→ RECORDS PROVIDED:
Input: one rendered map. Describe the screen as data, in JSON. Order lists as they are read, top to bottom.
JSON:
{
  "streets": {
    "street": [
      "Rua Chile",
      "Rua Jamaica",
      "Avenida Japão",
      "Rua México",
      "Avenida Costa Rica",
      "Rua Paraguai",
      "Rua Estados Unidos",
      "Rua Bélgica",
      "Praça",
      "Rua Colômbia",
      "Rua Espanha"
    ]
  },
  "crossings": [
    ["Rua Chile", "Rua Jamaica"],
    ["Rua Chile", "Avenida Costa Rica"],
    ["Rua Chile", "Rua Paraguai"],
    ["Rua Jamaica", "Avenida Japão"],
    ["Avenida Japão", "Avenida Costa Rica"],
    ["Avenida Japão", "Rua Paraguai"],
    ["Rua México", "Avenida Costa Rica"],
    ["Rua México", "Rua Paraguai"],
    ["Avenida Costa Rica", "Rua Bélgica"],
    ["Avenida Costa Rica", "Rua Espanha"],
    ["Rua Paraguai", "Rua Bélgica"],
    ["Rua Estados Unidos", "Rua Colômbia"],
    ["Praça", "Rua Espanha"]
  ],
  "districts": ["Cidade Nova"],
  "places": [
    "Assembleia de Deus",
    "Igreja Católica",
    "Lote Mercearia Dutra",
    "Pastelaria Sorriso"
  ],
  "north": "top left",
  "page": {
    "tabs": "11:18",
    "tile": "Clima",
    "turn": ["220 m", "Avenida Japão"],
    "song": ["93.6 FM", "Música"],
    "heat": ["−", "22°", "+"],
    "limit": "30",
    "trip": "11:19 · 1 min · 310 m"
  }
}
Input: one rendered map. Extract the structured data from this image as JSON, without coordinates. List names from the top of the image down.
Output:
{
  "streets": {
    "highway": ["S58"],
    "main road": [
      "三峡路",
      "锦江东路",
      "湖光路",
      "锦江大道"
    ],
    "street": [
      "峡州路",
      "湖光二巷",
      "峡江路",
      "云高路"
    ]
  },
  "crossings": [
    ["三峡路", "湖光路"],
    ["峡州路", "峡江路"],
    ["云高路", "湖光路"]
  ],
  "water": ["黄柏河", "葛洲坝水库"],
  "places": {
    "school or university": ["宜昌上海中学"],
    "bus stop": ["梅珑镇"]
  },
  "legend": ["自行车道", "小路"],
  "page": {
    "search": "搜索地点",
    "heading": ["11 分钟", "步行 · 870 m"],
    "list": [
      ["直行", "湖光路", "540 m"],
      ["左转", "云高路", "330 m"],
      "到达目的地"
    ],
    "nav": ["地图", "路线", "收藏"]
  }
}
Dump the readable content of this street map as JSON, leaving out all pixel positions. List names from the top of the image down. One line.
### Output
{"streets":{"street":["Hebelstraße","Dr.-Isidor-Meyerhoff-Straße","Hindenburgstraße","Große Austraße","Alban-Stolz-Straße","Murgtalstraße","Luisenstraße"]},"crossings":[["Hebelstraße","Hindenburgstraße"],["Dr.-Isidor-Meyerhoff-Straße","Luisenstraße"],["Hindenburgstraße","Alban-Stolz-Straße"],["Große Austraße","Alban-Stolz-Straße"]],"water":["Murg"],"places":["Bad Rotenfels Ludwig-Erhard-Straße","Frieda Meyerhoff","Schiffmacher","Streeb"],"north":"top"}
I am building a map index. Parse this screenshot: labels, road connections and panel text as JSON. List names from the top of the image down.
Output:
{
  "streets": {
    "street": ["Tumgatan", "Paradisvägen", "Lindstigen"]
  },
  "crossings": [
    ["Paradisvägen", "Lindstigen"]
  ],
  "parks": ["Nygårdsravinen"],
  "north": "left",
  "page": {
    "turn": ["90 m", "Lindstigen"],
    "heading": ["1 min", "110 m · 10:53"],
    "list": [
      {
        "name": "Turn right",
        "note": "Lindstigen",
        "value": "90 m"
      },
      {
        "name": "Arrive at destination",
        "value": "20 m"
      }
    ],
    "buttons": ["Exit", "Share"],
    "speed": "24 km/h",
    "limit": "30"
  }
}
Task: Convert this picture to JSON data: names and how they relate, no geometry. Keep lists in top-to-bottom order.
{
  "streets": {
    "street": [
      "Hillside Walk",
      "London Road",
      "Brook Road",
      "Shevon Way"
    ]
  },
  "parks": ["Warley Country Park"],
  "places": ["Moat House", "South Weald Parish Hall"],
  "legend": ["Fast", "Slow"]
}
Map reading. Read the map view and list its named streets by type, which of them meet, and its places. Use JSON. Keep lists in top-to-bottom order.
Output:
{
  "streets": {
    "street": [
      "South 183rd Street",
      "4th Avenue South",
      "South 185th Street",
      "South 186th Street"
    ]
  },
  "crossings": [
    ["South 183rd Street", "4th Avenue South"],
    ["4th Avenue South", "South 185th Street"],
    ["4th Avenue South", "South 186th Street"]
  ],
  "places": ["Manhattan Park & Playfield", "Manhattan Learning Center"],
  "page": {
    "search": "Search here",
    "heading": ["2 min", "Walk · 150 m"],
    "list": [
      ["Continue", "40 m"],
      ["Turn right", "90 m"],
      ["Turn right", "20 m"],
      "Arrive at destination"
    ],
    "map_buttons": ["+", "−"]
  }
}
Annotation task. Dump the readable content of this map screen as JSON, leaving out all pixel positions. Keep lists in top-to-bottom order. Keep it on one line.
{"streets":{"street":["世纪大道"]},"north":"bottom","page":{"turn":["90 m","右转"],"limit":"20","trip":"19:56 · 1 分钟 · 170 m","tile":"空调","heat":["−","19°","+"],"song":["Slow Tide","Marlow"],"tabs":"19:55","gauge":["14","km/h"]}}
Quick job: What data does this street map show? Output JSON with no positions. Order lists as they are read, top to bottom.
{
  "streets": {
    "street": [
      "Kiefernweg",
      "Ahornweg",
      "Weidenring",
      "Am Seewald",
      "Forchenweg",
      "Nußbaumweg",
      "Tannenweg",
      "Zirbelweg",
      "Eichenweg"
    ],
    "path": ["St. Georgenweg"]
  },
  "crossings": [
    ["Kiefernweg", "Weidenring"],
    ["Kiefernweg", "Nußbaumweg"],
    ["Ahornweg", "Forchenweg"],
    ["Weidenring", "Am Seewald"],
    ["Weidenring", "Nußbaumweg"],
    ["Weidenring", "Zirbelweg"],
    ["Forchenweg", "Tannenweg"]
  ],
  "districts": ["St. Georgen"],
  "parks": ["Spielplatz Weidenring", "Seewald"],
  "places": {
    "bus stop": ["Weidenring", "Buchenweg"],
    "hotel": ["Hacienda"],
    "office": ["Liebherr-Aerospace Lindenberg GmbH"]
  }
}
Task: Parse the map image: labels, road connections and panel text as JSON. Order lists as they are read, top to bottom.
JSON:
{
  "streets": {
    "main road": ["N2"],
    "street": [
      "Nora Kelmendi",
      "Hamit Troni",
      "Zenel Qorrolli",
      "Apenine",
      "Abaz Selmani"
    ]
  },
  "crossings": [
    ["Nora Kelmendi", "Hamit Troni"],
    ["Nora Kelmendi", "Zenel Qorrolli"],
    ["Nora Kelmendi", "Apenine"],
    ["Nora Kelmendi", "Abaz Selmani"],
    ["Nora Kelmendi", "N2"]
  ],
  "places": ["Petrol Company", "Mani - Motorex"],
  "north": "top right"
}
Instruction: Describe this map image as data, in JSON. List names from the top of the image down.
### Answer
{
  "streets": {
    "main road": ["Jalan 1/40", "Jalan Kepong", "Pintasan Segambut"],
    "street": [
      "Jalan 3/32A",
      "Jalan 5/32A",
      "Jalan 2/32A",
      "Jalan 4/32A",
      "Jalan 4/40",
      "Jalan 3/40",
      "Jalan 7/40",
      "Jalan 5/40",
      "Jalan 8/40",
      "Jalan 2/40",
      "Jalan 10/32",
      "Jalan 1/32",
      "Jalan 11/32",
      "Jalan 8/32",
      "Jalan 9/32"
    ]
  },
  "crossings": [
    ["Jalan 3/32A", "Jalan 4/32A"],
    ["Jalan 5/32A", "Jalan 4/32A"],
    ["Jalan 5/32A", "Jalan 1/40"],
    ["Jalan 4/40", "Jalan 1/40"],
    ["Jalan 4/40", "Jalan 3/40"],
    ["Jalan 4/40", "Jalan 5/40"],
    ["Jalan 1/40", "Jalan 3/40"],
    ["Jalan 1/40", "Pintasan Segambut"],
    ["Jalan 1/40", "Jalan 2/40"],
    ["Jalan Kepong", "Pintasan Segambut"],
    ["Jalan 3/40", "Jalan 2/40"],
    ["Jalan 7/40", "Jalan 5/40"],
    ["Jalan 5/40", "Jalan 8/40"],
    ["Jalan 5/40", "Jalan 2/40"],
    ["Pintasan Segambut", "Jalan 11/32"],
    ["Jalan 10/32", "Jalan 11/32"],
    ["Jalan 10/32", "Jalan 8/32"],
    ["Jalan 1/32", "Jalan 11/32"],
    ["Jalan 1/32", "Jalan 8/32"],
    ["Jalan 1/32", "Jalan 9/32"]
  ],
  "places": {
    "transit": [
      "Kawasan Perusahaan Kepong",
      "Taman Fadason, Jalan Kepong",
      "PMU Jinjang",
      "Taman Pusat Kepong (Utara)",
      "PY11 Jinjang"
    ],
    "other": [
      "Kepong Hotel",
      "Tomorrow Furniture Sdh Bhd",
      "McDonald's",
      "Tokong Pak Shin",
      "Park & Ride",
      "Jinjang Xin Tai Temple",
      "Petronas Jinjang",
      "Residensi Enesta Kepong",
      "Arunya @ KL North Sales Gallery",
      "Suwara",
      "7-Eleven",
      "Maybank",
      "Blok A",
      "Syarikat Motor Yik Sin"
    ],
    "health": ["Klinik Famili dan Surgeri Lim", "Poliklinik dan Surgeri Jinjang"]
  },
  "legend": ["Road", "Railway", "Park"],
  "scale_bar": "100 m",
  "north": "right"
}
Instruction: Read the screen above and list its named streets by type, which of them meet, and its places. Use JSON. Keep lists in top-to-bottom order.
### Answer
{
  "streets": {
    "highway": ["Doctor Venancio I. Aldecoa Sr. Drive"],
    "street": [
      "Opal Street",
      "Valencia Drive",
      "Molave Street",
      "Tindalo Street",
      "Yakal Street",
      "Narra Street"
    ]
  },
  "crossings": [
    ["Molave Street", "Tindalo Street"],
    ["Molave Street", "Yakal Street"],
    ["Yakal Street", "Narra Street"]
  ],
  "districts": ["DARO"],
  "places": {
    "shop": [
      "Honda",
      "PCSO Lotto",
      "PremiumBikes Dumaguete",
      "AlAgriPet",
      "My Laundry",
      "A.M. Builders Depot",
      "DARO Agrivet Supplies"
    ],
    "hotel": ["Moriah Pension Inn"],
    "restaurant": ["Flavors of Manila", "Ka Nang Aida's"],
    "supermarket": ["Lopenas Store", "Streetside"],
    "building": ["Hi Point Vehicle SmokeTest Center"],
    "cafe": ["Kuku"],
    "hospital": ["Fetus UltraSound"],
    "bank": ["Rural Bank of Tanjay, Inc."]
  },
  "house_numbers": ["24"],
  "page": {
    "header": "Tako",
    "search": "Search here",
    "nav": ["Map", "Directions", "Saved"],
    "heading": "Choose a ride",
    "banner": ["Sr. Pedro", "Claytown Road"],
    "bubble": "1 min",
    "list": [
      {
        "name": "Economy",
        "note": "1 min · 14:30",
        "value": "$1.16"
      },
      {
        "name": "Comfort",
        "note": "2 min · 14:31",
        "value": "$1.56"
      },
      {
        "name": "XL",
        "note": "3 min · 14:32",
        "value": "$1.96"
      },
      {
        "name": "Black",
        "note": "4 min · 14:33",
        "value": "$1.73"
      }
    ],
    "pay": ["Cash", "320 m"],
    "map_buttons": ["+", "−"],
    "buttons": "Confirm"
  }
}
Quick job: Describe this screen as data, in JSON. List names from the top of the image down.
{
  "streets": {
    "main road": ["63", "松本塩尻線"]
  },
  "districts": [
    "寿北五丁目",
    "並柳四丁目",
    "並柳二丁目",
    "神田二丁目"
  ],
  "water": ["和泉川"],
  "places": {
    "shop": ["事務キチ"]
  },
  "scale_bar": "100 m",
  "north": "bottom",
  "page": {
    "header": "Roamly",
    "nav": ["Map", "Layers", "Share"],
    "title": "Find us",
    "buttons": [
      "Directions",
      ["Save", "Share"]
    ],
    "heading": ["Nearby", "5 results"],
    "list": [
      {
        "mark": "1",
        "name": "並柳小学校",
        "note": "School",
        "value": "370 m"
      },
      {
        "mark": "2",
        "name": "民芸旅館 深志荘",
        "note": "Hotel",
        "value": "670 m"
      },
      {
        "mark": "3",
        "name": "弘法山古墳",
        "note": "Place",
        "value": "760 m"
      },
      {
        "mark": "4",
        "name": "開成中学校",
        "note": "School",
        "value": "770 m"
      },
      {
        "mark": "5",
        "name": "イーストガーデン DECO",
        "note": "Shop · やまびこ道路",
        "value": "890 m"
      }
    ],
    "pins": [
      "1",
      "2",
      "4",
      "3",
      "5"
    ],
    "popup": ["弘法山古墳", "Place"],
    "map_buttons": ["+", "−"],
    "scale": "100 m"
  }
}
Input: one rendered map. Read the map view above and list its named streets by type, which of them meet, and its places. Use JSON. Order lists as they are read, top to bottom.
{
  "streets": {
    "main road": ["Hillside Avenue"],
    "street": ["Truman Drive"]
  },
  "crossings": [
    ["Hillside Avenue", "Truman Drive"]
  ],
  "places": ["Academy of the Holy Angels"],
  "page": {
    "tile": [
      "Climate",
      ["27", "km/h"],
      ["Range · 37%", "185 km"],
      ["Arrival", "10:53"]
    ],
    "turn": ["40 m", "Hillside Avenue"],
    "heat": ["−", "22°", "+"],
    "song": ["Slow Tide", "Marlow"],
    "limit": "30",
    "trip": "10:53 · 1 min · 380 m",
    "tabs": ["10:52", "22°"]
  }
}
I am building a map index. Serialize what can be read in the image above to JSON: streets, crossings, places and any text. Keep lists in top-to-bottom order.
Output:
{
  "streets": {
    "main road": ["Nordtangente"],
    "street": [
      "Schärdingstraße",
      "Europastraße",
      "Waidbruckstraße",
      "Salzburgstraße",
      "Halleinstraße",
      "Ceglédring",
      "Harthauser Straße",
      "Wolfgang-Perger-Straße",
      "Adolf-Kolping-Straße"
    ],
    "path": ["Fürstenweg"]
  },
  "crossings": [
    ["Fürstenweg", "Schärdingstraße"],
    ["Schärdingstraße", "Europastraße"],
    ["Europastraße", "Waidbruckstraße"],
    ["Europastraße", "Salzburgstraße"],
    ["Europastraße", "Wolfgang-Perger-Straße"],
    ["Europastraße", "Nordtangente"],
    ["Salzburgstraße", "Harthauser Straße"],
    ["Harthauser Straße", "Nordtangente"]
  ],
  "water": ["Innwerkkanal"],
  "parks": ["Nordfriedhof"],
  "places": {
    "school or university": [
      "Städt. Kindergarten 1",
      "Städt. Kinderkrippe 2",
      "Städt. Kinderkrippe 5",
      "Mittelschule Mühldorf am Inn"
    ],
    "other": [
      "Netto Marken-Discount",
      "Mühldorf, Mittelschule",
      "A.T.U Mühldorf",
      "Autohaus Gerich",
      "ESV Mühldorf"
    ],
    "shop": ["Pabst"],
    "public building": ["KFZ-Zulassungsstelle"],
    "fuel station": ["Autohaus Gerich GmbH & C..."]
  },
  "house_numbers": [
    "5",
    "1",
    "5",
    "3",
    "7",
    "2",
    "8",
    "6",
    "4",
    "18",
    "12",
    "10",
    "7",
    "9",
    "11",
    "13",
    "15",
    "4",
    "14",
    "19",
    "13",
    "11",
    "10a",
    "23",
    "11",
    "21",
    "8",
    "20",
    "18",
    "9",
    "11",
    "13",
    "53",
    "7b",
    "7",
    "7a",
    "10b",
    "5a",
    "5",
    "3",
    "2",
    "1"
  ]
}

→ EXERCISE DESCRIPTION: For the string "building", give the number of lines in the records that contain it and nothing besides.

→ ANSWER SPACE: 4